Eagle Rock reported Distributable Cash Flow of $22.2 million as compared to the $29.5 million reported for the fourth quarter of 2012, with the decrease primarily driven by the same factors impacting Adjusted EBITDA. The Partnership also reported a Net Loss of $33.5 million, which in addition to the factors mentioned above was driven by unrealized mark-to-market losses on commodity hedges, which is a non-cash charge to earnings.

Other notable financial and operational activities of the Partnership during the first quarter of 2013 included the following:

  • Announced it had entered into a new fee-based Gas Gathering, Processing and Purchase Agreement with Apache Corporation ("Apache") to support Apache's active drilling program in the Texas Panhandle.
  • Announced a quarterly distribution with respect to the first quarter of 2013 of $0.22 per common unit, equal to the fourth quarter 2012 distribution.
  • Completed a public offering of 10.4 million common units for total net proceeds of approximately $92.5 million on March 18, 2013. The Partnership used the proceeds to repay a portion of the outstanding borrowings under its revolving credit facility associated with the acquisition of BP's assets in the Texas Panhandle.
  • Announced the upstream component of the borrowing base under its senior secured credit facility was decreased from $400 million to $375 million as part of the Partnership's regularly scheduled semi-annual redetermination by its commercial lenders.
  • Completed an exchange offer of $250 million of its 8 3/8% Senior Notes due 2019 for new notes with materially identical terms that have been registered under the Securities Act of 1933 and became freely tradable on March 1, 2013.

"We faced a challenging operating environment in the first quarter with severe winter storms impacting our midstream volumes and efficiencies in the Panhandle, and with NGL prices continuing near multi-year lows," said Joseph A. Mills, Eagle Rock's Chairman and Chief Executive Officer. "Despite these short-term challenges, the Partnership is well-positioned for future success in both businesses.

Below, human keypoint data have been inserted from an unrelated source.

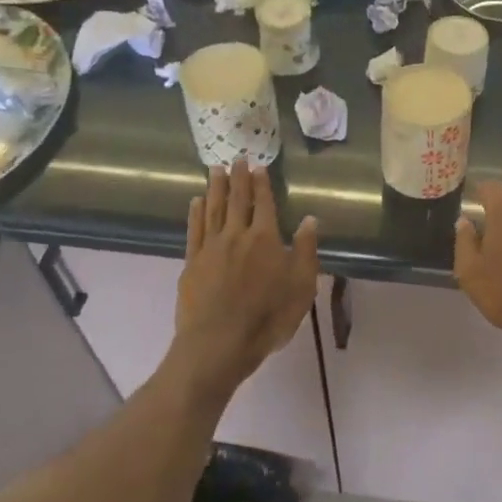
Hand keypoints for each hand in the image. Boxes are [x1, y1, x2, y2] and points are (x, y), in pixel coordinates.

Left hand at [172, 160, 319, 394]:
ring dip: (215, 188)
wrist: (219, 343)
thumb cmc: (268, 317)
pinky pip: (194, 230)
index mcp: (265, 238)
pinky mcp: (192, 263)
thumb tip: (309, 219)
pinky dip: (196, 213)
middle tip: (236, 158)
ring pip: (213, 209)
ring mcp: (210, 247)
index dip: (261, 183)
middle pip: (236, 200)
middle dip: (238, 178)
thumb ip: (305, 250)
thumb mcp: (301, 286)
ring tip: (215, 170)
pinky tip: (196, 202)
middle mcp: (236, 235)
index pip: (263, 203)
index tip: (258, 165)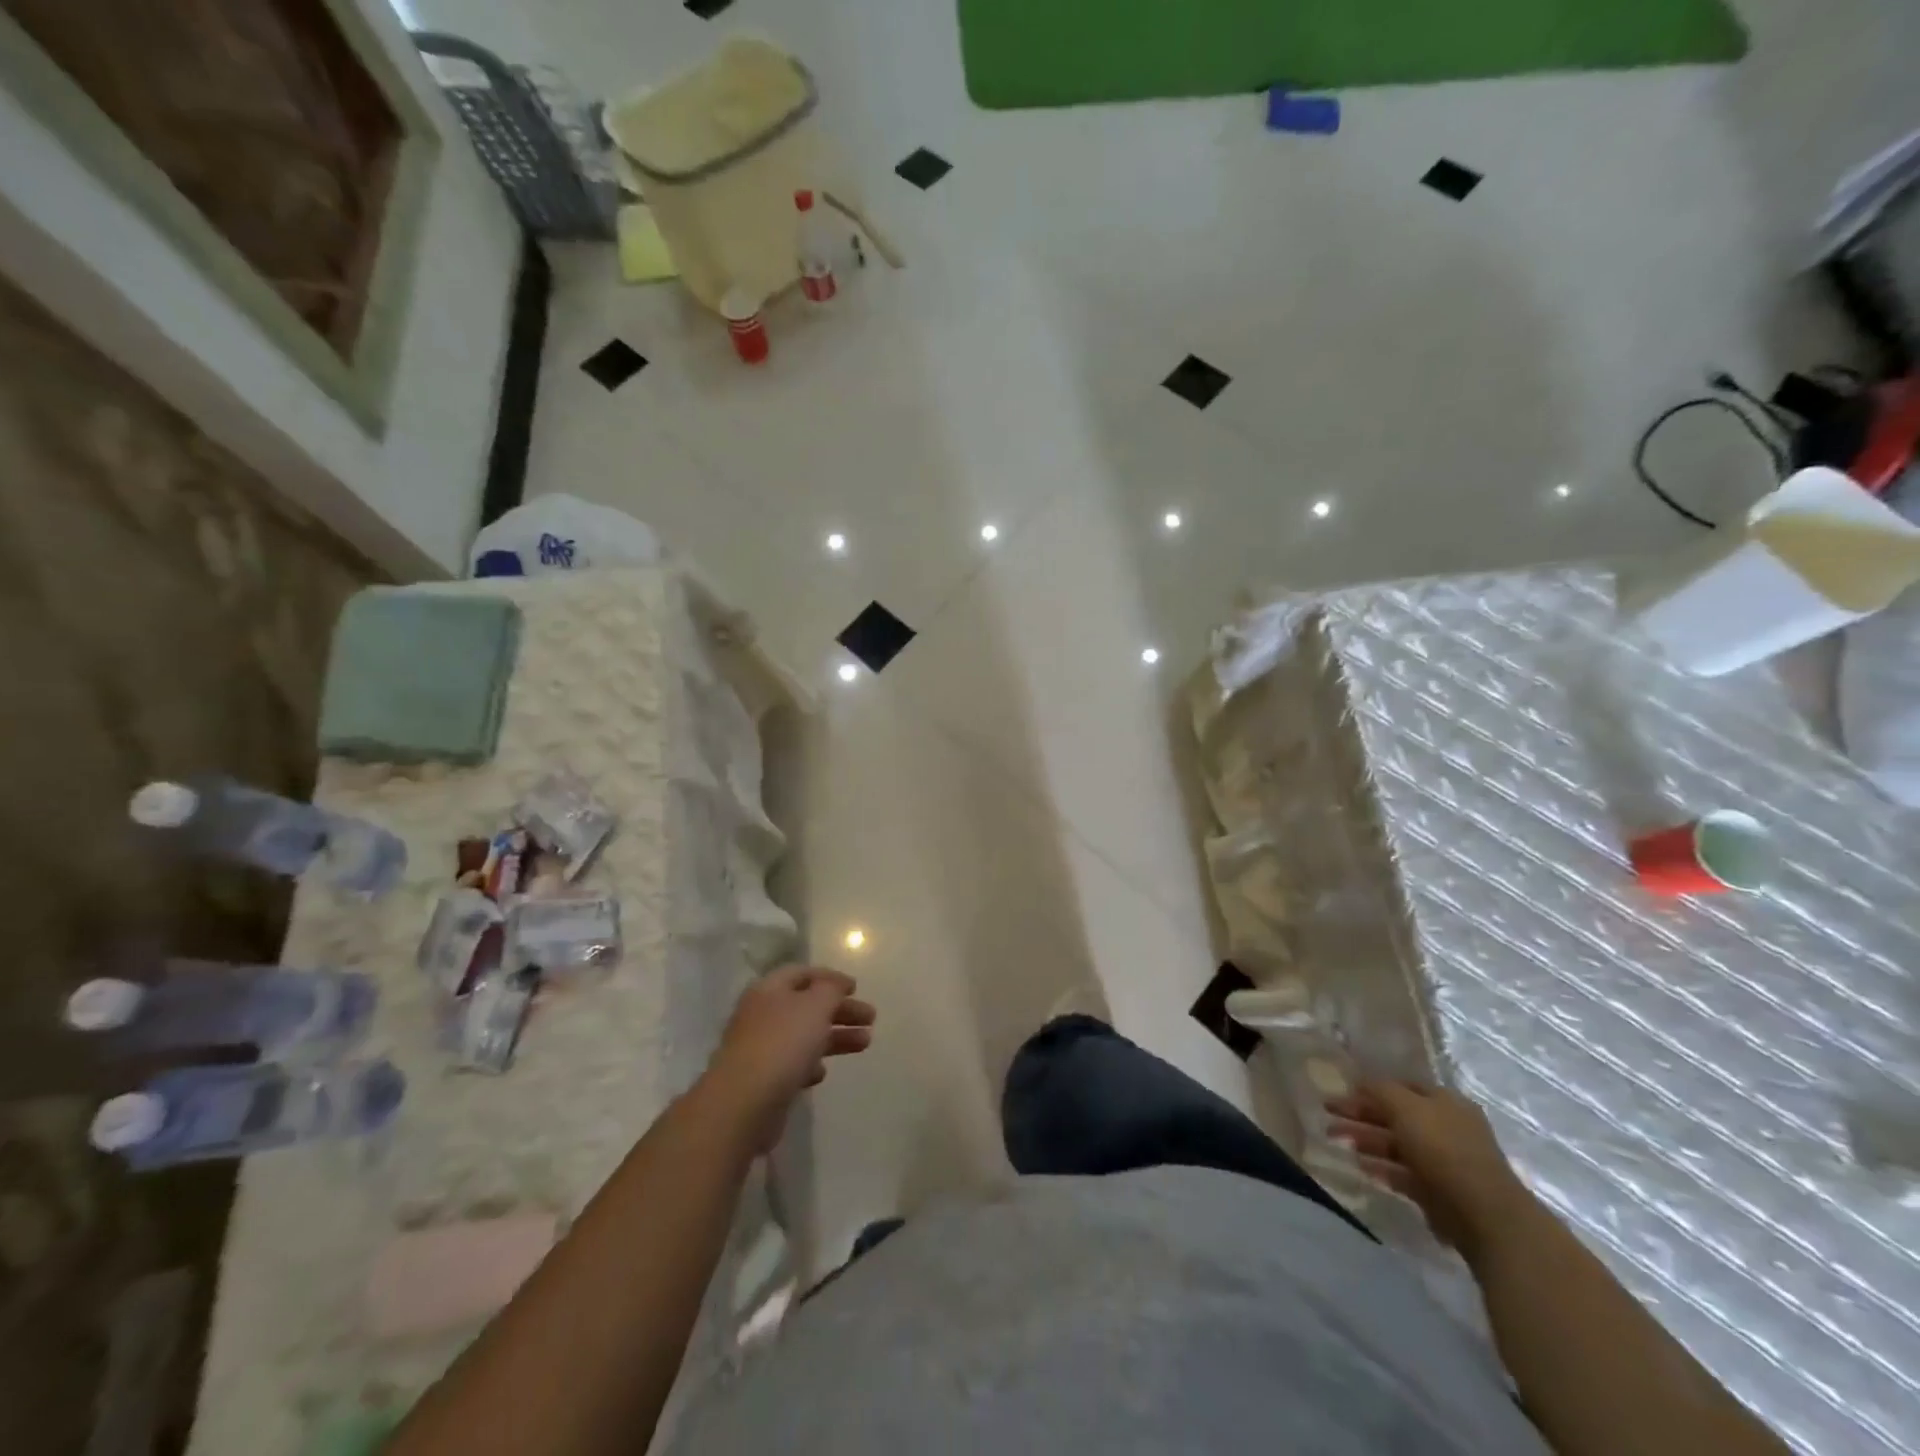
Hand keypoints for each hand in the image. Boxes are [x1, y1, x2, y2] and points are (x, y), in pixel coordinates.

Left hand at [706, 966, 875, 1150]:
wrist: (743, 1103)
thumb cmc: (783, 1043)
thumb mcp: (815, 1005)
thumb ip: (831, 990)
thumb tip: (835, 985)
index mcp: (769, 990)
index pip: (802, 974)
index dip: (830, 978)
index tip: (856, 987)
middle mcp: (762, 1015)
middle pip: (807, 1006)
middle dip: (840, 1010)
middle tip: (871, 1018)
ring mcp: (760, 1048)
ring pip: (804, 1035)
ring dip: (835, 1037)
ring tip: (866, 1043)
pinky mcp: (763, 1080)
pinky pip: (792, 1064)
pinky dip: (811, 1064)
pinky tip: (824, 1072)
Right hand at [1326, 1081, 1531, 1256]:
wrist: (1485, 1215)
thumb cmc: (1444, 1149)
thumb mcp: (1405, 1107)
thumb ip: (1379, 1090)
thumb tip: (1359, 1081)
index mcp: (1444, 1102)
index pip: (1401, 1086)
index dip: (1370, 1087)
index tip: (1341, 1092)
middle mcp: (1445, 1127)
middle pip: (1395, 1115)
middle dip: (1361, 1114)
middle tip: (1328, 1114)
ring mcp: (1444, 1161)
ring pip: (1396, 1144)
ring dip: (1366, 1140)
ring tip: (1335, 1139)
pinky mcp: (1439, 1192)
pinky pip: (1403, 1173)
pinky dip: (1381, 1168)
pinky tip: (1359, 1166)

Our integration of the midstream assets acquired from BP is progressing well, and we continue to see great interest from producers as evidenced by our recent acreage dedication agreement with Apache. Further, we are encouraged by our recent improved drilling results in our upstream business and the ongoing potential we see in the SCOOP play of southwestern Oklahoma."

Update Regarding Integration of Acquired BP Texas Panhandle Assets

The integration of the former BP assets continues on schedule. The pace of drilling activity and well connects on the system have been consistent with expectations. All back-office and operational functions are now integrated within Eagle Rock. Construction of the first major interconnect between the Partnership's legacy Panhandle assets and the former BP system will take place in the second quarter of 2013.

Update Regarding Construction of the Wheeler Cryogenic Processing Plant

Construction of the Wheeler 60 MMcf/d cryogenic processing plant (the "Wheeler Plant"), located in Wheeler County, and associated gathering and compression infrastructure, is expected to be completed in the second quarter of 2013 at a total cost of approximately $64 million, of which $47.9 million had been spent through March 31, 2012. Upon completion of the Wheeler Plant, the Partnership will have over 540 MMcf/d of high-efficiency processing capacity in the Texas Panhandle to serve continued drilling activity in the Granite Wash and surrounding geological plays.

New Fee-Based Apache Acreage Dedication

On March 6, 2013, the Partnership announced that it had entered into a new fee-based Gas Gathering, Processing and Purchase Agreement with Apache to support Apache's active drilling program in the Texas Panhandle.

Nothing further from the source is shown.